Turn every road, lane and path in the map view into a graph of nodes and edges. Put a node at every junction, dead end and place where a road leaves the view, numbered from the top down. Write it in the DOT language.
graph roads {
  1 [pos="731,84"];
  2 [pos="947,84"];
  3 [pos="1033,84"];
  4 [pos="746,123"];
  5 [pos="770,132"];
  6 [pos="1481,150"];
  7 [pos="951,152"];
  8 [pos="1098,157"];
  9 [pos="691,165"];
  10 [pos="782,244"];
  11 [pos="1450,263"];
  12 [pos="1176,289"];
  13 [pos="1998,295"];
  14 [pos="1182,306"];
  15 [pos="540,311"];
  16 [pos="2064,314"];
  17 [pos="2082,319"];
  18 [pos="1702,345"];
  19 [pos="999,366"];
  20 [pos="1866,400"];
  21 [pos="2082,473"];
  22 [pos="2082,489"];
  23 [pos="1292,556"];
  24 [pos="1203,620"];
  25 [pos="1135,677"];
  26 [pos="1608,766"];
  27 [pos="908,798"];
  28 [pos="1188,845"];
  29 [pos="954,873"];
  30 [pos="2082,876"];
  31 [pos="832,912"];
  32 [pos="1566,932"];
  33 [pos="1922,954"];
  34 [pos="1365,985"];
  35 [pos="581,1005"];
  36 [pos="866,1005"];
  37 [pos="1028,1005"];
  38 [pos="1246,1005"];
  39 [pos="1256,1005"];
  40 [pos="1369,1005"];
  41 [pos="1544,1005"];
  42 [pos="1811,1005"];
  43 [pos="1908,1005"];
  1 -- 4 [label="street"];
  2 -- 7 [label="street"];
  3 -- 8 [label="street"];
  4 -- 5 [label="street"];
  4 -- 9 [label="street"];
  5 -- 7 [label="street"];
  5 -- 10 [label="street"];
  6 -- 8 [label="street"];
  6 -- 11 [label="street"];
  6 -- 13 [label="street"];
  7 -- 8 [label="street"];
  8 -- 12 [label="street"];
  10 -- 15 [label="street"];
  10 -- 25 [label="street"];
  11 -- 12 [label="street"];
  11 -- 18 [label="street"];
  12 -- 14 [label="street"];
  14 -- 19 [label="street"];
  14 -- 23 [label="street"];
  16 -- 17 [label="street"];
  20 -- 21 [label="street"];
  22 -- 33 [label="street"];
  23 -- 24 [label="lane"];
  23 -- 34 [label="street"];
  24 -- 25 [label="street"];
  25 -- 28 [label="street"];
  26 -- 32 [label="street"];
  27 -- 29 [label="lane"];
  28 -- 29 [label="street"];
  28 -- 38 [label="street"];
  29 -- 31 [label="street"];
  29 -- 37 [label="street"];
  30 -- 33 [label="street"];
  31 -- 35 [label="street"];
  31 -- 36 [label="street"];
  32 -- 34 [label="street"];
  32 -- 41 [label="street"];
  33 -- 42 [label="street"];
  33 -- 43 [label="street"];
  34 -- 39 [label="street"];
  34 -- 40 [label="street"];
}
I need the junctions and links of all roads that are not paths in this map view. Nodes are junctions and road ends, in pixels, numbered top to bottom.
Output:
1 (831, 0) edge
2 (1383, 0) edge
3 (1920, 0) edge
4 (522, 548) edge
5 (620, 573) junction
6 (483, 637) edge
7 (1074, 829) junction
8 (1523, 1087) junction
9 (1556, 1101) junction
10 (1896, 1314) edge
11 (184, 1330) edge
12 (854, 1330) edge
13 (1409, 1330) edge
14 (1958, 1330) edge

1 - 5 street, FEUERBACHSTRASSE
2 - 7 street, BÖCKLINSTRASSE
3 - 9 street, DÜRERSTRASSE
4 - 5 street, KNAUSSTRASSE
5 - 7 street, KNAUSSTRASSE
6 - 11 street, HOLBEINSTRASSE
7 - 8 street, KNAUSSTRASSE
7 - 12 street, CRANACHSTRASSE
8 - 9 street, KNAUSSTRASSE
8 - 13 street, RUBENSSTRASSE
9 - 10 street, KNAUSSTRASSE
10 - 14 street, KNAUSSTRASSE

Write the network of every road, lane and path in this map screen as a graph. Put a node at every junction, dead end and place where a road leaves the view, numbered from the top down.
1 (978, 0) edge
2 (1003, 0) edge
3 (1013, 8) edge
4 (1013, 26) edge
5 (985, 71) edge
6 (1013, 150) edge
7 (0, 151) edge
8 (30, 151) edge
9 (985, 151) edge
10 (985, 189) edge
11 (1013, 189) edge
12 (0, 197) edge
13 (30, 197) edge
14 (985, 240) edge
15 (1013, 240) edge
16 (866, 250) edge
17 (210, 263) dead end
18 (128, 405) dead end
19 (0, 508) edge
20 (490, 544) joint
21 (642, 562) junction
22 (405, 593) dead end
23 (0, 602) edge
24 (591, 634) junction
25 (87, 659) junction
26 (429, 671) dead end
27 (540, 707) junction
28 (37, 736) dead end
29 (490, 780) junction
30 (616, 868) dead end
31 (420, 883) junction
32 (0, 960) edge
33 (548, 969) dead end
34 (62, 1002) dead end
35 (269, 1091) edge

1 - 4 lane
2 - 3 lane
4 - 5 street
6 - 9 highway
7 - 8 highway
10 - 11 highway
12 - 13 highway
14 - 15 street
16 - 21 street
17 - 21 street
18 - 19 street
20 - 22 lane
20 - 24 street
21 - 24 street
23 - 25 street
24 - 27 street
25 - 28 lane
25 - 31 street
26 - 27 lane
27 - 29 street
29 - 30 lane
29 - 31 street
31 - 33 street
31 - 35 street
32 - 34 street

#####

Write down the entries above again. Copy them word for word.

■ **Exercise solution**
Turn every road, lane and path in the map view into a graph of nodes and edges. Put a node at every junction, dead end and place where a road leaves the view, numbered from the top down. Write it in the DOT language.
graph roads {
  1 [pos="731,84"];
  2 [pos="947,84"];
  3 [pos="1033,84"];
  4 [pos="746,123"];
  5 [pos="770,132"];
  6 [pos="1481,150"];
  7 [pos="951,152"];
  8 [pos="1098,157"];
  9 [pos="691,165"];
  10 [pos="782,244"];
  11 [pos="1450,263"];
  12 [pos="1176,289"];
  13 [pos="1998,295"];
  14 [pos="1182,306"];
  15 [pos="540,311"];
  16 [pos="2064,314"];
  17 [pos="2082,319"];
  18 [pos="1702,345"];
  19 [pos="999,366"];
  20 [pos="1866,400"];
  21 [pos="2082,473"];
  22 [pos="2082,489"];
  23 [pos="1292,556"];
  24 [pos="1203,620"];
  25 [pos="1135,677"];
  26 [pos="1608,766"];
  27 [pos="908,798"];
  28 [pos="1188,845"];
  29 [pos="954,873"];
  30 [pos="2082,876"];
  31 [pos="832,912"];
  32 [pos="1566,932"];
  33 [pos="1922,954"];
  34 [pos="1365,985"];
  35 [pos="581,1005"];
  36 [pos="866,1005"];
  37 [pos="1028,1005"];
  38 [pos="1246,1005"];
  39 [pos="1256,1005"];
  40 [pos="1369,1005"];
  41 [pos="1544,1005"];
  42 [pos="1811,1005"];
  43 [pos="1908,1005"];
  1 -- 4 [label="street"];
  2 -- 7 [label="street"];
  3 -- 8 [label="street"];
  4 -- 5 [label="street"];
  4 -- 9 [label="street"];
  5 -- 7 [label="street"];
  5 -- 10 [label="street"];
  6 -- 8 [label="street"];
  6 -- 11 [label="street"];
  6 -- 13 [label="street"];
  7 -- 8 [label="street"];
  8 -- 12 [label="street"];
  10 -- 15 [label="street"];
  10 -- 25 [label="street"];
  11 -- 12 [label="street"];
  11 -- 18 [label="street"];
  12 -- 14 [label="street"];
  14 -- 19 [label="street"];
  14 -- 23 [label="street"];
  16 -- 17 [label="street"];
  20 -- 21 [label="street"];
  22 -- 33 [label="street"];
  23 -- 24 [label="lane"];
  23 -- 34 [label="street"];
  24 -- 25 [label="street"];
  25 -- 28 [label="street"];
  26 -- 32 [label="street"];
  27 -- 29 [label="lane"];
  28 -- 29 [label="street"];
  28 -- 38 [label="street"];
  29 -- 31 [label="street"];
  29 -- 37 [label="street"];
  30 -- 33 [label="street"];
  31 -- 35 [label="street"];
  31 -- 36 [label="street"];
  32 -- 34 [label="street"];
  32 -- 41 [label="street"];
  33 -- 42 [label="street"];
  33 -- 43 [label="street"];
  34 -- 39 [label="street"];
  34 -- 40 [label="street"];
}
I need the junctions and links of all roads that are not paths in this map view. Nodes are junctions and road ends, in pixels, numbered top to bottom.
Output:
1 (831, 0) edge
2 (1383, 0) edge
3 (1920, 0) edge
4 (522, 548) edge
5 (620, 573) junction
6 (483, 637) edge
7 (1074, 829) junction
8 (1523, 1087) junction
9 (1556, 1101) junction
10 (1896, 1314) edge
11 (184, 1330) edge
12 (854, 1330) edge
13 (1409, 1330) edge
14 (1958, 1330) edge

1 - 5 street, FEUERBACHSTRASSE
2 - 7 street, BÖCKLINSTRASSE
3 - 9 street, DÜRERSTRASSE
4 - 5 street, KNAUSSTRASSE
5 - 7 street, KNAUSSTRASSE
6 - 11 street, HOLBEINSTRASSE
7 - 8 street, KNAUSSTRASSE
7 - 12 street, CRANACHSTRASSE
8 - 9 street, KNAUSSTRASSE
8 - 13 street, RUBENSSTRASSE
9 - 10 street, KNAUSSTRASSE
10 - 14 street, KNAUSSTRASSE

Write the network of every road, lane and path in this map screen as a graph. Put a node at every junction, dead end and place where a road leaves the view, numbered from the top down.
1 (978, 0) edge
2 (1003, 0) edge
3 (1013, 8) edge
4 (1013, 26) edge
5 (985, 71) edge
6 (1013, 150) edge
7 (0, 151) edge
8 (30, 151) edge
9 (985, 151) edge
10 (985, 189) edge
11 (1013, 189) edge
12 (0, 197) edge
13 (30, 197) edge
14 (985, 240) edge
15 (1013, 240) edge
16 (866, 250) edge
17 (210, 263) dead end
18 (128, 405) dead end
19 (0, 508) edge
20 (490, 544) joint
21 (642, 562) junction
22 (405, 593) dead end
23 (0, 602) edge
24 (591, 634) junction
25 (87, 659) junction
26 (429, 671) dead end
27 (540, 707) junction
28 (37, 736) dead end
29 (490, 780) junction
30 (616, 868) dead end
31 (420, 883) junction
32 (0, 960) edge
33 (548, 969) dead end
34 (62, 1002) dead end
35 (269, 1091) edge

1 - 4 lane
2 - 3 lane
4 - 5 street
6 - 9 highway
7 - 8 highway
10 - 11 highway
12 - 13 highway
14 - 15 street
16 - 21 street
17 - 21 street
18 - 19 street
20 - 22 lane
20 - 24 street
21 - 24 street
23 - 25 street
24 - 27 street
25 - 28 lane
25 - 31 street
26 - 27 lane
27 - 29 street
29 - 30 lane
29 - 31 street
31 - 33 street
31 - 35 street
32 - 34 street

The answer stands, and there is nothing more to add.